O ponto de partida escolhido foi a lei da liberdade econômica, embora a questão da racionalidade limitada seja muito tratada e dispense qualquer arcabouço positivo, eis que verificada por farta doutrina e por experimentos empíricos que confirmam a hipótese de sua incidência no campo contratual.
Também é proposta uma intersecção entre Direito, economia e psicologia através da apresentação da AED – Análise Econômica do Direito e da Economia Comportamental, e como elas podem ser utilizadas no âmbito do direito contratual.
A lei da liberdade econômica (lei 13.874/19) alterou o art. 113, do CC, que regula o tema da interpretação dos negócios jurídicos, interessando para o presente texto o disposto no parágrafo primeiro, inciso V, que estabelece:
“A interpretação do negócio jurídico deve lhe atribuir o sentido que corresponder a qual seria a razoável negociação das partes sobre a questão discutida, inferida das demais disposições do negócio e da racionalidade econômica das partes, consideradas as informações disponíveis no momento de sua celebração”.
Tendo o dispositivo acima como ponto de partida, passa-se à exposição dos argumentos.
II. Law and economics e behavioral law and economics
O dispositivo introduziu no direito brasileiro o tema da racionalidade econômica, reconhecendo em grande parte a influência e importância da economia para o Direito, especialmente para os contratos.
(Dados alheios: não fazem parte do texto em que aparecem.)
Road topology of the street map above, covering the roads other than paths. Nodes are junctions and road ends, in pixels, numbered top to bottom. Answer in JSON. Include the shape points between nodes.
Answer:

Destaca-se a corrente conhecida por L&E – Law and Economics e a sua mais recente variação, conhecida por BL&E – Behavioral Law and Economics, popularizadas mundialmente por obras de autores como Coase, Becker, Posner, Taller, Sunstein e Kahnemann1. Tais obras sustentam, em apertada síntese, que Direito e economia caminham juntas em diversas áreas e que podem colaborar reciprocamente para a solução de questões jurídico-econômicas.
Assim, embora não seja estranho ou desconhecida a tese de que o sistema jurídico influencia a produção de riquezas em uma sociedade, a análise econômica do direito vai além e busca explicar como o indivíduo reage às normas jurídicas valendo-se, para tanto, do instrumental da economia. Sinteticamente, a L&E busca avaliar as consequências e os motivos das escolhas humanas, permitindo uma nova compreensão do cenário jurídico, inclusive para situações futuras.
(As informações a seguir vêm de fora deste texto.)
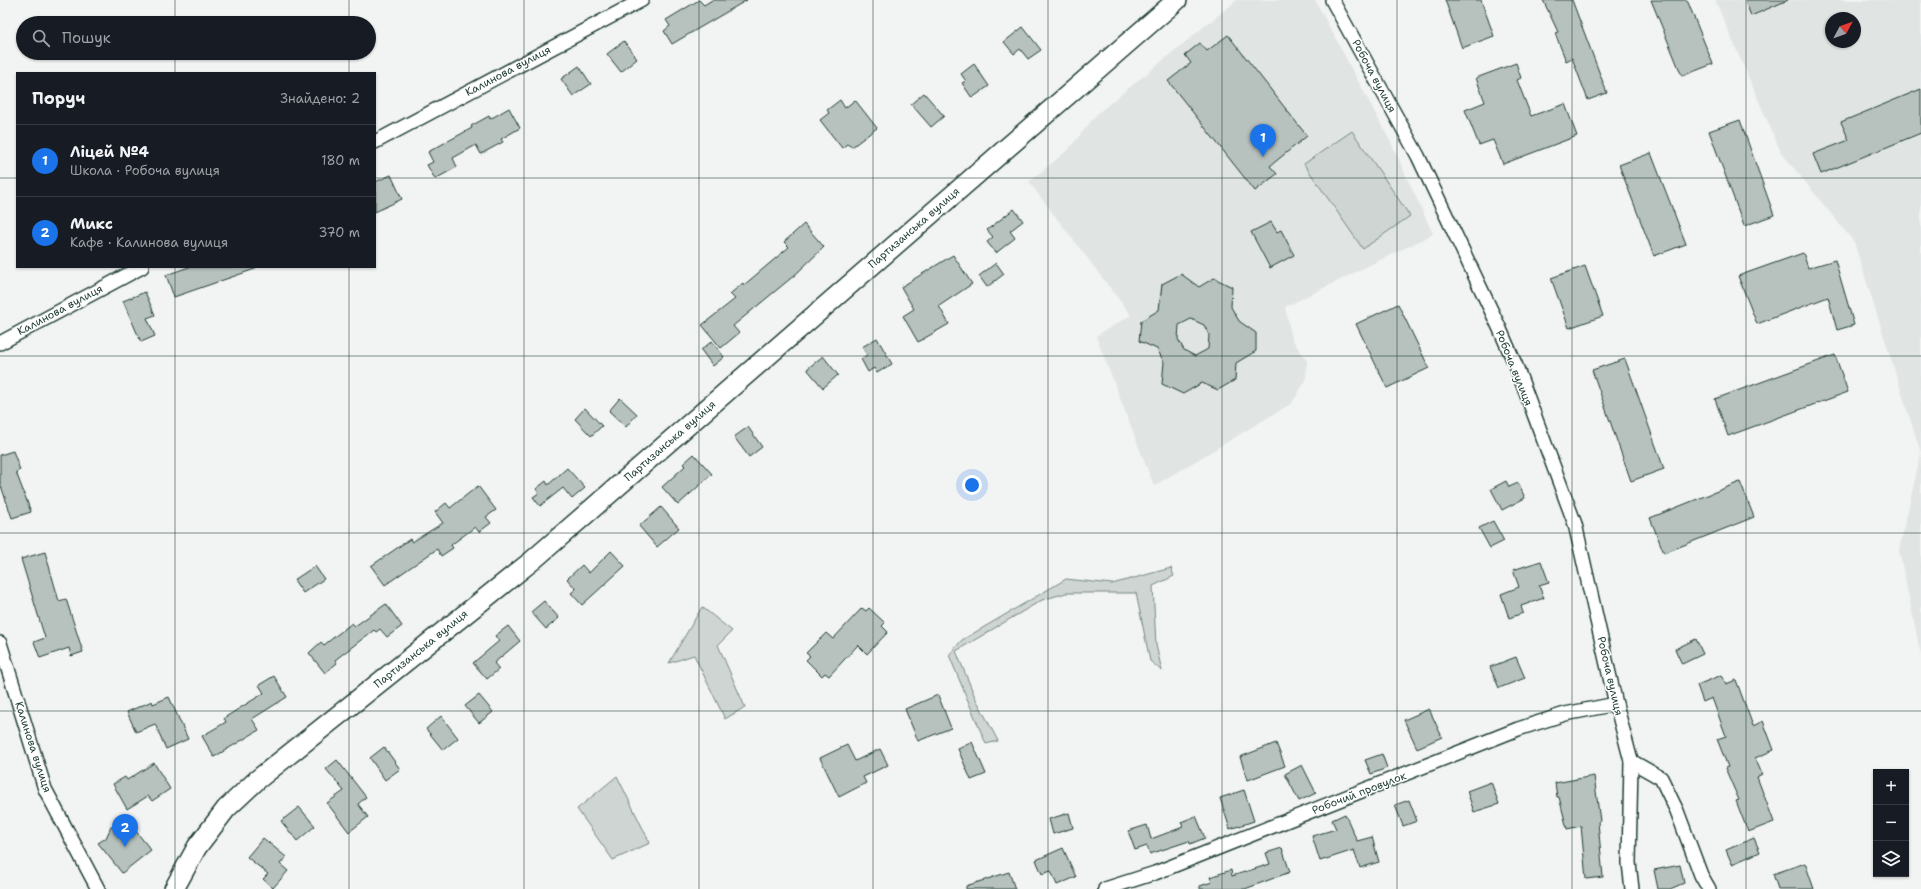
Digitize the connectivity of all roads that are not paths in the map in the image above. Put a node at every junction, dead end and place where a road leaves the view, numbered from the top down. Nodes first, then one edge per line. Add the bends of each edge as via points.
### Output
1 (642, 0) edge
2 (1177, 0) edge
3 (1332, 0) edge
4 (376, 141) edge
5 (140, 268) edge
6 (0, 343) edge
7 (0, 643) edge
8 (1616, 704) junction
9 (1631, 761) junction
10 (98, 889) edge
11 (174, 889) edge
12 (1105, 889) edge
13 (1632, 889) edge
14 (1709, 889) edge

1 - 4 street, Калинова вулиця
2 - 11 main road, Партизанська вулиця via 533,560 256,780 221,816 197,847
3 - 8 street, Робоча вулиця via 1418,156 1516,366 1575,524
5 - 6 street, Калинова вулиця
7 - 10 street, Калинова вулиця via 45,789
8 - 9 street, Робоча вулиця
8 - 12 street, Робочий провулок via 1565,714 1518,729 1155,873
9 - 13 street, Робоча вулиця via 1629,863
9 - 14 street via 1661,778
Essa perspectiva é possível uma vez que a ciência econômica é acima de tudo uma ciência comportamental, pois, para os economistas, a relação das pessoas com o mundo é explicada por elas agirem e serem governadas por regras que atingem diretamente a racionalidade humana. Sob a perspectiva da Teoria da Escolha Racional2, os agentes econômicos são seres absolutamente estraordinários, porque são capazes de possuir preferências definidas e estáveis; conseguem processar todas as informações para calcular e comparar dentre as diversas escolhas possíveis qual é a melhor e tomam decisões sempre ótimas, que maximizam perfeitamente a utilidade esperada.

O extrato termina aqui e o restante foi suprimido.